(Saved data entries)

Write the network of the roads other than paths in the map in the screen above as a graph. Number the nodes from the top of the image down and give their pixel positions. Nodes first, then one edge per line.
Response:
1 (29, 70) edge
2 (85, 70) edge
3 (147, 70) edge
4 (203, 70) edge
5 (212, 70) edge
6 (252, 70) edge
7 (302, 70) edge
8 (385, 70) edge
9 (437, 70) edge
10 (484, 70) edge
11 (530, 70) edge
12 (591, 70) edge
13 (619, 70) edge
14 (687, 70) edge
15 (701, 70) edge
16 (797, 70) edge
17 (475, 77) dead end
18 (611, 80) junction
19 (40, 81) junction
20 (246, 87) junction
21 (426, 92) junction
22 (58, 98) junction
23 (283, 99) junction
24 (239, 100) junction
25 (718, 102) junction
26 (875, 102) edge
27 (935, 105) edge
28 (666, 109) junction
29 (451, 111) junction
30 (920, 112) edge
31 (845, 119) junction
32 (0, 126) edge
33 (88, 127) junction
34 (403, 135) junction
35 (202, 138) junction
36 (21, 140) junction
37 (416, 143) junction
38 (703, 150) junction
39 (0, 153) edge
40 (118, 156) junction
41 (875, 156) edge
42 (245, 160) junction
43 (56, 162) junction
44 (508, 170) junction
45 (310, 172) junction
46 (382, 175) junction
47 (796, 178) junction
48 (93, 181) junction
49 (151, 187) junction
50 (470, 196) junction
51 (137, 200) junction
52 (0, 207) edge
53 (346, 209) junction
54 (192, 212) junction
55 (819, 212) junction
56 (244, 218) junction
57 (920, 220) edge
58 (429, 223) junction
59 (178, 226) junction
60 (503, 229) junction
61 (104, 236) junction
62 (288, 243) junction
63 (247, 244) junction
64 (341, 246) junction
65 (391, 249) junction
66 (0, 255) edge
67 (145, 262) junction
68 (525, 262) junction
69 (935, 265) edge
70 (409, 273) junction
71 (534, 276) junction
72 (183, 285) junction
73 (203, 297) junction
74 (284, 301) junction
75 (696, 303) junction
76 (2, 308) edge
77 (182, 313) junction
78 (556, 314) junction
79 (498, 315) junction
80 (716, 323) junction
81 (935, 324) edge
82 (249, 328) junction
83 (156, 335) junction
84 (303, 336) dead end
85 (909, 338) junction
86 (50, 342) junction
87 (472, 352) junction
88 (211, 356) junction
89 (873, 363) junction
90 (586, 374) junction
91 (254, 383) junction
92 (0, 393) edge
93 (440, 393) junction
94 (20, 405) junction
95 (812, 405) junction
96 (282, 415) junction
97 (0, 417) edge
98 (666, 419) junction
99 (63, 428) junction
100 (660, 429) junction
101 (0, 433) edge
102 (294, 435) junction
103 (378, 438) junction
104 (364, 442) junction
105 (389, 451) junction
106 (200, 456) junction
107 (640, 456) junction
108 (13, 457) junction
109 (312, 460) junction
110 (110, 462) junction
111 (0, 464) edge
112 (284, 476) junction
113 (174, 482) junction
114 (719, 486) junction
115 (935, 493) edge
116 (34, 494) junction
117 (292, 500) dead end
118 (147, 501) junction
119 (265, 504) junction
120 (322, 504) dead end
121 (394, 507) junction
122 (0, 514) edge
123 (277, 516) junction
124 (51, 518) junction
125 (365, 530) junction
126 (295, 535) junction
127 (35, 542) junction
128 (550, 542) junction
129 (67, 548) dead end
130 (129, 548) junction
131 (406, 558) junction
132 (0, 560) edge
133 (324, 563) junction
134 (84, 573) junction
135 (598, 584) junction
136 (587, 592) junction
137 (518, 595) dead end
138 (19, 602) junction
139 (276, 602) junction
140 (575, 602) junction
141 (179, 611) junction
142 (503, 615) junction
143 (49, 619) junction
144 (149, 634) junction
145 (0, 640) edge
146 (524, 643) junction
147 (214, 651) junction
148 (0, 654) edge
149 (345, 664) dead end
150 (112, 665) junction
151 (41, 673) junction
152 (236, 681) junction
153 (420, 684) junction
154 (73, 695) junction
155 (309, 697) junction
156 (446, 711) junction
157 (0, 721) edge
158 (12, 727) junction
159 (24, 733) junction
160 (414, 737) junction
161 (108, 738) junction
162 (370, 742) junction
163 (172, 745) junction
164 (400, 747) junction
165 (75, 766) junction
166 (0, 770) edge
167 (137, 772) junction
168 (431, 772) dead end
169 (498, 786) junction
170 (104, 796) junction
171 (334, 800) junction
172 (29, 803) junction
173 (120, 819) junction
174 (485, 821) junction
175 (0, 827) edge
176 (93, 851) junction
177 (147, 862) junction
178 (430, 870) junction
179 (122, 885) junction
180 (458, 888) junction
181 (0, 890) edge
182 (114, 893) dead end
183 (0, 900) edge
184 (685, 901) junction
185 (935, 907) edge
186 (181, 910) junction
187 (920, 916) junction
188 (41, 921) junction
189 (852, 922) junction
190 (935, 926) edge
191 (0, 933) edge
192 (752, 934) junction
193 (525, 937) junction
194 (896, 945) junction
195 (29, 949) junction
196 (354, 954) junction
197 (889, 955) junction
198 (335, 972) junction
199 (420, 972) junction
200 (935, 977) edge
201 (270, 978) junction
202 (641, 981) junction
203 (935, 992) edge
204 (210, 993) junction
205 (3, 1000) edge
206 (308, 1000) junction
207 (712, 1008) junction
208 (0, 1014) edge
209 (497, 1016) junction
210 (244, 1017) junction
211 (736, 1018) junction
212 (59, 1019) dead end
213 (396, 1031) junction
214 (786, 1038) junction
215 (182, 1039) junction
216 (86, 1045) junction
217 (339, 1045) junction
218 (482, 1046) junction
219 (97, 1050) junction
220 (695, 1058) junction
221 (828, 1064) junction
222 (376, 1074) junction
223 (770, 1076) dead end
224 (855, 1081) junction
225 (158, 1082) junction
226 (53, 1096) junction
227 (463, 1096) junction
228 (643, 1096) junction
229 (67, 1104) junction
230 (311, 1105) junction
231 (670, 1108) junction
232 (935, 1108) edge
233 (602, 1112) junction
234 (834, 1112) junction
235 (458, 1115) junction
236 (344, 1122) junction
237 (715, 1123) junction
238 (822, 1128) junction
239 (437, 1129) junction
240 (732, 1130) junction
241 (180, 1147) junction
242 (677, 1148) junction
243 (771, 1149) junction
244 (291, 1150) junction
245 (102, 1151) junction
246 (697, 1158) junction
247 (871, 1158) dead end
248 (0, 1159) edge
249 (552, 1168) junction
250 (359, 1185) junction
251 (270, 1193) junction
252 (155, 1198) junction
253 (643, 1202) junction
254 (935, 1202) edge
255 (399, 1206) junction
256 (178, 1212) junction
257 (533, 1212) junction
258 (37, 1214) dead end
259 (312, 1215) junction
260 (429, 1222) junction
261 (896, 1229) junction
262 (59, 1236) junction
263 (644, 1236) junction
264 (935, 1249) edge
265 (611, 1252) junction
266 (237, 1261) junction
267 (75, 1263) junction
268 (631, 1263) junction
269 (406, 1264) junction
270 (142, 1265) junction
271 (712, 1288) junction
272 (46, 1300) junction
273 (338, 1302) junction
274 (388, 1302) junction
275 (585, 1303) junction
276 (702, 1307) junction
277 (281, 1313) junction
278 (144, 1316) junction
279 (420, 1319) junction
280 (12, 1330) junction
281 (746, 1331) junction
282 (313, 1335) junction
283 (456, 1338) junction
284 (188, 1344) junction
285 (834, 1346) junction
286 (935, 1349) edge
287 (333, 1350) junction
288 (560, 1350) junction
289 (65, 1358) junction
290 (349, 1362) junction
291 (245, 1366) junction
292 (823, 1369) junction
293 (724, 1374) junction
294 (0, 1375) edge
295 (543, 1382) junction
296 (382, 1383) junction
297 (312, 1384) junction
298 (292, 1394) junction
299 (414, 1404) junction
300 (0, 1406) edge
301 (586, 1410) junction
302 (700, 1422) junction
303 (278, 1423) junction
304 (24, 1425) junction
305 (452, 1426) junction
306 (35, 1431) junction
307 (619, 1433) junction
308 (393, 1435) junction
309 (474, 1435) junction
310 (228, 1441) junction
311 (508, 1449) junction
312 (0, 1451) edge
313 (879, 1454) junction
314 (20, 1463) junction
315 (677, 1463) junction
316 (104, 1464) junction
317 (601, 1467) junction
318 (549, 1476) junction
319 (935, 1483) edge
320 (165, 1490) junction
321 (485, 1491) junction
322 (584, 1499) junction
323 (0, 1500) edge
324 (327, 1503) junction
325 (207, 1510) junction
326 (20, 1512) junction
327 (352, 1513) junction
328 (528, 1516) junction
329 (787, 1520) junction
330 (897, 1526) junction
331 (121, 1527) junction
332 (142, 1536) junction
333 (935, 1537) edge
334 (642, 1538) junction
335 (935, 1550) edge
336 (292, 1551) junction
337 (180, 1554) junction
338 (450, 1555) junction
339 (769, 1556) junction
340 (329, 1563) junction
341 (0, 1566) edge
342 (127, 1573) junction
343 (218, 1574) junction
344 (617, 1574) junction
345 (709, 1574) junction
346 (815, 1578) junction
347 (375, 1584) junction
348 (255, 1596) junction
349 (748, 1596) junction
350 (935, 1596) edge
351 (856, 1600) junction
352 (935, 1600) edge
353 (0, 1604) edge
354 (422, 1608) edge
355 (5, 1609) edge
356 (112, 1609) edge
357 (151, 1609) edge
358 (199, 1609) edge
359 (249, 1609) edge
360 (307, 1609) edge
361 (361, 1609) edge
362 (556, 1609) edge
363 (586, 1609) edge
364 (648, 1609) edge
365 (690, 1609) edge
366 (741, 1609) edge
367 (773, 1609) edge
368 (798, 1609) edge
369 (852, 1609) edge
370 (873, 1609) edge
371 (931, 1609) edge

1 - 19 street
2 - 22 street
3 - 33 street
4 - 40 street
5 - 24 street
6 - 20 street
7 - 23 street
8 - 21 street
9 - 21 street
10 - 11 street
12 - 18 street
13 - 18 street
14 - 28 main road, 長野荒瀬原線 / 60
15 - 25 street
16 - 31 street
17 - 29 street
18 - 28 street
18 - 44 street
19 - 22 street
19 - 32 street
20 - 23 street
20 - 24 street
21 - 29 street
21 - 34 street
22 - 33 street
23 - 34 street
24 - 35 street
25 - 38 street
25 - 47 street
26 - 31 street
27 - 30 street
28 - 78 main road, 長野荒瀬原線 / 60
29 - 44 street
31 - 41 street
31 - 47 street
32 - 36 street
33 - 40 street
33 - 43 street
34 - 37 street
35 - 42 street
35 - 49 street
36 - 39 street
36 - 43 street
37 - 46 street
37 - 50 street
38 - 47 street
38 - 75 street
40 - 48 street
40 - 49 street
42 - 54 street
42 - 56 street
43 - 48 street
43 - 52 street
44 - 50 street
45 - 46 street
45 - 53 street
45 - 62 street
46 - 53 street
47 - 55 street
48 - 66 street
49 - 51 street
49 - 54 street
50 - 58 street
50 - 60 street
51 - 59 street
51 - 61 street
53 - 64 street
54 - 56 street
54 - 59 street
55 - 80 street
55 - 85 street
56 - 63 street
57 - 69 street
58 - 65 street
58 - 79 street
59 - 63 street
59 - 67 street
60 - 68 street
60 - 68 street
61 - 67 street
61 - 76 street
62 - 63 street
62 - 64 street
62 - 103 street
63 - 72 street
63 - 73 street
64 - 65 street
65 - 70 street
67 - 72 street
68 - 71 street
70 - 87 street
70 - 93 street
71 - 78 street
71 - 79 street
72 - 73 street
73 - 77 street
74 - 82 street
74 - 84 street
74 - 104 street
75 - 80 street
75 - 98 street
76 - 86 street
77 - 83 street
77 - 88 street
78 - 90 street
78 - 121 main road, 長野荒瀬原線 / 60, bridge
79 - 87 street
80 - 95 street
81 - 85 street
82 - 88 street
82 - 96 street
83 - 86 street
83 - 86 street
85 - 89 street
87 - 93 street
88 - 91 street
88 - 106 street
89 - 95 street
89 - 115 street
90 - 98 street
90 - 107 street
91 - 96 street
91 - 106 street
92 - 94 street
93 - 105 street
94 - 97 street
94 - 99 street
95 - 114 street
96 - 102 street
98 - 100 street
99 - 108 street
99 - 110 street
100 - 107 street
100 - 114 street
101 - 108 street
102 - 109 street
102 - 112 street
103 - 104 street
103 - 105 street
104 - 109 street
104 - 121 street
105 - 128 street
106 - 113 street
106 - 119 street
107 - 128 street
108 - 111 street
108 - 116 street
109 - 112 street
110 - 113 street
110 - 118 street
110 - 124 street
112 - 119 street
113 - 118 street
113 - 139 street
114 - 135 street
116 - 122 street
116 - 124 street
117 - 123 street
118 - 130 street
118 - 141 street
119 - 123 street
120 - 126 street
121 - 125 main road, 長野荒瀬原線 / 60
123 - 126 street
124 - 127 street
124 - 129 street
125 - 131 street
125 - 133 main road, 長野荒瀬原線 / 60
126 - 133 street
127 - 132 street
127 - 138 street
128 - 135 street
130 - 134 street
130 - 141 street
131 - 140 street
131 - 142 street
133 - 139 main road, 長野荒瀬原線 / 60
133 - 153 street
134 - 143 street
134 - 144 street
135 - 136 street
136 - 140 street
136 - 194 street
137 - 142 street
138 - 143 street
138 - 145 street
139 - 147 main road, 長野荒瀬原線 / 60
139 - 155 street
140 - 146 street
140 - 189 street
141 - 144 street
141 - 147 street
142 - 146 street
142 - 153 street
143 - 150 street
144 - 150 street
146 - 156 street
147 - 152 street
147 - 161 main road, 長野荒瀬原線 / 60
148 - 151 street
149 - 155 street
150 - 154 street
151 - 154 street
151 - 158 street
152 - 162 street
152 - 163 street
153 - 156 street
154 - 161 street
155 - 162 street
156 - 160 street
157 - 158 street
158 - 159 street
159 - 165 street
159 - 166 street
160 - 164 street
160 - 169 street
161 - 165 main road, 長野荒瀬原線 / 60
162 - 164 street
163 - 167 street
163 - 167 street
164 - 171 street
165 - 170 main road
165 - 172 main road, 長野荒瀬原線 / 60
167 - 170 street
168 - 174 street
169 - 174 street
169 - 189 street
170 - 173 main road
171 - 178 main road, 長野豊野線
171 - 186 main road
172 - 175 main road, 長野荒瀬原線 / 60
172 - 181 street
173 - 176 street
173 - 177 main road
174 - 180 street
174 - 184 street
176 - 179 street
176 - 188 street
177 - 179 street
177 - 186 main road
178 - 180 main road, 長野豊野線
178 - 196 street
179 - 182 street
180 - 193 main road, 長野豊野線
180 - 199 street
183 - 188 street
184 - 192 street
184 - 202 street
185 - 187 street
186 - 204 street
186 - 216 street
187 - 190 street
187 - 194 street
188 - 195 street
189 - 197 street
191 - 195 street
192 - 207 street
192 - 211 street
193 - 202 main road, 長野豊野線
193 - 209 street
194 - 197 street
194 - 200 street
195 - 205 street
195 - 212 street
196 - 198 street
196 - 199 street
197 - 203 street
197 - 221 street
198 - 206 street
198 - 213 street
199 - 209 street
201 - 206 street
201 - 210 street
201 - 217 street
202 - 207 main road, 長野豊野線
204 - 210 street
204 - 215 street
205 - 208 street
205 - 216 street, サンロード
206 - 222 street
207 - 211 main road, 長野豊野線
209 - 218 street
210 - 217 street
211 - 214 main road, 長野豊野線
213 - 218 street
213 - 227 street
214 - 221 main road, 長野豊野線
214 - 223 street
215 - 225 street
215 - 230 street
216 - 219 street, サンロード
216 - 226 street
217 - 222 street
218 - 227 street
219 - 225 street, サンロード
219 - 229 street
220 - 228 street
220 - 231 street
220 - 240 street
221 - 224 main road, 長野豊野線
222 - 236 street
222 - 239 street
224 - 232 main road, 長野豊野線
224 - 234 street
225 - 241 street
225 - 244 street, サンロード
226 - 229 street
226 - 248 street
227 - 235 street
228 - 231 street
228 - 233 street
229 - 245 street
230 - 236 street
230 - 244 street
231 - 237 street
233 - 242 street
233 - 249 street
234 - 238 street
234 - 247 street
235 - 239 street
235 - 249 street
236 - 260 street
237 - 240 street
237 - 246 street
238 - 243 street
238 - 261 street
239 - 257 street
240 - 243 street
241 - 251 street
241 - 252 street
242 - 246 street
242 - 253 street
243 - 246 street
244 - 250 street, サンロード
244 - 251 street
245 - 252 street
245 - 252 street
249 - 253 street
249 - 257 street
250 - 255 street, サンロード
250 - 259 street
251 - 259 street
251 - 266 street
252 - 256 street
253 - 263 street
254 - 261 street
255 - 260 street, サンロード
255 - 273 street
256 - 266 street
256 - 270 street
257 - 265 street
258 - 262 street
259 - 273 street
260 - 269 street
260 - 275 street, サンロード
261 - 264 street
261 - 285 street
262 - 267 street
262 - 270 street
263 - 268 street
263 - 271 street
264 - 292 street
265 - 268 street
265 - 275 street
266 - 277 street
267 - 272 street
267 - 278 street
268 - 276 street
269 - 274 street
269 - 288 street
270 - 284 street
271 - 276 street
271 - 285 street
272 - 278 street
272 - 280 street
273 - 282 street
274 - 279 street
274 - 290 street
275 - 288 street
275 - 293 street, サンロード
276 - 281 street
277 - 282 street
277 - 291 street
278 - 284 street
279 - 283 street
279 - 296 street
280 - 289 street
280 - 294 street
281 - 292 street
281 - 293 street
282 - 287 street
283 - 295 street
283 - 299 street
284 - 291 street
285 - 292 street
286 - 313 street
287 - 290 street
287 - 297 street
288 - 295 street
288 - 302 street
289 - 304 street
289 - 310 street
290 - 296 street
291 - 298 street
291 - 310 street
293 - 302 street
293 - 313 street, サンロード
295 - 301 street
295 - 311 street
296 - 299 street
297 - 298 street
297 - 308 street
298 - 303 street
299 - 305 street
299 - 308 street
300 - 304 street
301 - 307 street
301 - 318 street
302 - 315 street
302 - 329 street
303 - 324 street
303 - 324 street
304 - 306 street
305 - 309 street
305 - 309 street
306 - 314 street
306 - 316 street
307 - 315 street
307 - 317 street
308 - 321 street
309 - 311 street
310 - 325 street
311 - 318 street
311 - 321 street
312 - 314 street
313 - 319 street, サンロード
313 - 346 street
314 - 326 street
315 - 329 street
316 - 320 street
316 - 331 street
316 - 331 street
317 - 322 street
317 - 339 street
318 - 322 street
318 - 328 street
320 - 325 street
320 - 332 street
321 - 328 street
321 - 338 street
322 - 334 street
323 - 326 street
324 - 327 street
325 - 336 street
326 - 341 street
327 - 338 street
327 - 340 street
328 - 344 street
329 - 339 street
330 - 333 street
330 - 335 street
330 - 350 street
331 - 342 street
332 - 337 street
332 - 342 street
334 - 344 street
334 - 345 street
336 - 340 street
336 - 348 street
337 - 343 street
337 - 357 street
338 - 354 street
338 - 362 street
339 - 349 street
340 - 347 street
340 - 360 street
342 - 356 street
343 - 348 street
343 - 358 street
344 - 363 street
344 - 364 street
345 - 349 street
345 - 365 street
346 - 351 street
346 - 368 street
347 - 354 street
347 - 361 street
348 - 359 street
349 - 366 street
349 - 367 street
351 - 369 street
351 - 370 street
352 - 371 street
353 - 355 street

Task
Write down how many lines in the data contain "長野豊野線". Add nothing else.

Task response
10